In the case of monarchs and viceroys, both butterflies benefit from their similar appearance, because each is protected by their predators' bad experience with the other. Over time and many generations, viceroys that looked less like monarchs tended to get picked off, leaving the look-alikes to prosper and reproduce.
In parts of the southeastern U.S., things have worked out a bit differently. There, large mahogany brown milkweed butterflies known as queens (Danaus gilippus) are more common than monarchs, and the local viceroys look more like queens than monarchs.
What about the caterpillars? Unlike the butterflies that they become, monarch and viceroy caterpillars are not look-alikes. The monarch caterpillars advertise their toxicity with bright yellow, black, and white stripes. This "warning coloration" makes it easy for birds to learn avoid to avoid them.
In contrast, viceroy caterpillars find safety in disguise. They look like bird droppings. Their splotchy white, black, and brown appearance hides them in plain sight on the leaves they munch. Their disguise protects them while they build up enough bitter chemical in their bodies to taste really bad.
We don't really get to see it in Westborough, but remarkably, monarchs migrate south to Mexico to survive winter. As the days shorten in late summer, and asters, goldenrod, and joe pye weed bloom, the monarch migration gets under way. Butterfly watchers travel to places in Rhode Island such as Block Island or Sachuest Point National Wildlife Refuge R.I. to witness hundreds of monarch migrating in late September.
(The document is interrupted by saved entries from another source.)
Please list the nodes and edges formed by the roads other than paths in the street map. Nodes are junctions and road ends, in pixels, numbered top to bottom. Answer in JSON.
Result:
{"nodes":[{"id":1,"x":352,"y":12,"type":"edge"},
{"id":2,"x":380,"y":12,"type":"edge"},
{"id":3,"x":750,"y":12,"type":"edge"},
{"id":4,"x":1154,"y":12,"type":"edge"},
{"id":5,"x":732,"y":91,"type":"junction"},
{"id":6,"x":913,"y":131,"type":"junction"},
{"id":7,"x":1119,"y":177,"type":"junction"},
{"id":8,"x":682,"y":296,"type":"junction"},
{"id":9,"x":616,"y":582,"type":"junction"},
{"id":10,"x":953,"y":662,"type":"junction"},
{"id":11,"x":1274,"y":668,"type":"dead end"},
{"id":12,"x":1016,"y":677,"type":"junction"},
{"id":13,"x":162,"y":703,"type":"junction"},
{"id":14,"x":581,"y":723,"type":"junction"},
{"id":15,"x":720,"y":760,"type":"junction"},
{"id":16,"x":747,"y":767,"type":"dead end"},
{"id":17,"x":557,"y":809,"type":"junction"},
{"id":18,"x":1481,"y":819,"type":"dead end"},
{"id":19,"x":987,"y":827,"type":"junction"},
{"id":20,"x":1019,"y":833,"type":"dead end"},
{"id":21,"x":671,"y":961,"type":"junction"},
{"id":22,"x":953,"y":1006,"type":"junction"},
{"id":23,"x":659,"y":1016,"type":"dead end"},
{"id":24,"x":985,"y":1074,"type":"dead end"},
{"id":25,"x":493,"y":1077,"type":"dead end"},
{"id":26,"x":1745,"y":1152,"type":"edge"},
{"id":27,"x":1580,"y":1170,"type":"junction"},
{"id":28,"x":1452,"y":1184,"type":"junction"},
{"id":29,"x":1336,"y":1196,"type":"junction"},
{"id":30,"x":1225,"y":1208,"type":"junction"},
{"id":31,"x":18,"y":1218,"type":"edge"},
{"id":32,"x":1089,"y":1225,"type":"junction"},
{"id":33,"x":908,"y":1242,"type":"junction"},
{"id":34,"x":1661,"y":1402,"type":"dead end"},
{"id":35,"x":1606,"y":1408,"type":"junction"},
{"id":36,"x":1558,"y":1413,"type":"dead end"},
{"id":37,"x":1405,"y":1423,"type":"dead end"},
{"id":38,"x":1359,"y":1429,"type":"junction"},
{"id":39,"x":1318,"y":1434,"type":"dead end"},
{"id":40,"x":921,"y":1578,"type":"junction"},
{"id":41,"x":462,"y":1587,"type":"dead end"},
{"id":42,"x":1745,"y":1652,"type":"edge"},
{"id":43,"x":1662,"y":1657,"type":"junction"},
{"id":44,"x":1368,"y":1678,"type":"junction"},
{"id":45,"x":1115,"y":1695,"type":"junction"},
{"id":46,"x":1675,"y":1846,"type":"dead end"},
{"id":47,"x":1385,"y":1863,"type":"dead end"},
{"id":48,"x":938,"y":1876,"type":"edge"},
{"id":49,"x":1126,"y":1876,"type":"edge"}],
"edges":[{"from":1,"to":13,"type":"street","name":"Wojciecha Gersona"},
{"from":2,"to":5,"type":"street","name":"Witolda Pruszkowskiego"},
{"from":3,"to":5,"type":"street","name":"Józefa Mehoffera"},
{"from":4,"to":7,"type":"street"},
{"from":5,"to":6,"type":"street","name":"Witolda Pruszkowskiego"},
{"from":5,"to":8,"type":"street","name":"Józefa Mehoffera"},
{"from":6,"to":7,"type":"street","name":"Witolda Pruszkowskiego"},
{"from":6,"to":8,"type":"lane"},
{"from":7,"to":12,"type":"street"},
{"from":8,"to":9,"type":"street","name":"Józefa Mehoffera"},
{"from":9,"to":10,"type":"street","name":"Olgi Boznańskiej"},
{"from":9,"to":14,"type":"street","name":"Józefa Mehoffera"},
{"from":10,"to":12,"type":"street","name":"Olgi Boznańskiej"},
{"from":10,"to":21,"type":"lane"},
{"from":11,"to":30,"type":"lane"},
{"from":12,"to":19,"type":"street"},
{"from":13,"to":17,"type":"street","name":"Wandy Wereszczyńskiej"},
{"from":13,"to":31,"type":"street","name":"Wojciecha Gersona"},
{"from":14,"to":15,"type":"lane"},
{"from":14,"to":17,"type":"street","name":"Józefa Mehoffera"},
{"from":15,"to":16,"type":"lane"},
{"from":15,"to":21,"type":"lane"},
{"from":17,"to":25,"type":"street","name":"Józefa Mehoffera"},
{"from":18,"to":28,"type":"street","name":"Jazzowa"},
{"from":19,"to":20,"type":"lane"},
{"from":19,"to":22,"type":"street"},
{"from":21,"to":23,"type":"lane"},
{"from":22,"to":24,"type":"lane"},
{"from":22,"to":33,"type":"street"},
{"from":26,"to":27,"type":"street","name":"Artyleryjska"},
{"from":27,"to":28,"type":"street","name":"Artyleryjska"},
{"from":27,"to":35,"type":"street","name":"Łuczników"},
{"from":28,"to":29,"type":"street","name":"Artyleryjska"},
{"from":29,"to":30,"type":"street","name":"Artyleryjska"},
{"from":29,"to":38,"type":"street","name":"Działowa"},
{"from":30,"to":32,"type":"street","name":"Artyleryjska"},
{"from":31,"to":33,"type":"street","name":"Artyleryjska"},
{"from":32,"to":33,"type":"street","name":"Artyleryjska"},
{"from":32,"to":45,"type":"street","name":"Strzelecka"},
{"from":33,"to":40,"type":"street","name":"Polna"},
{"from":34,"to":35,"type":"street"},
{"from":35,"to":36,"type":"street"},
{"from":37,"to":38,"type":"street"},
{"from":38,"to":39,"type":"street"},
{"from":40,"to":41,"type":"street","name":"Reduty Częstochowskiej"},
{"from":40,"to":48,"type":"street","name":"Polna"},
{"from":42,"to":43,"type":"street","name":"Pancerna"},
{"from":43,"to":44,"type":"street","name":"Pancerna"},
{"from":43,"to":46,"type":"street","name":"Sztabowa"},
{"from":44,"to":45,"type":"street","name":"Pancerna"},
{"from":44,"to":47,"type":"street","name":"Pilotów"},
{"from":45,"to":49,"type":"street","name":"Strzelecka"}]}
These butterflies pass the winter clustered on fir trees in the cool, foggy mountains of central Mexico. In the spring, they migrate northward again. Along the way back, they lay eggs and die, but the next generation – and perhaps the one after that – continues the journey north. In this way, each year monarchs repopulate North America. If you saw your first monarch in May of this year, it had probably just arrived back in our area.
And the viceroys? They don't leave the area. Instead, the second generation of the year passes the winter as partly grown caterpillars. They roll themselves up tightly in partly eaten willow leaves and go dormant until spring.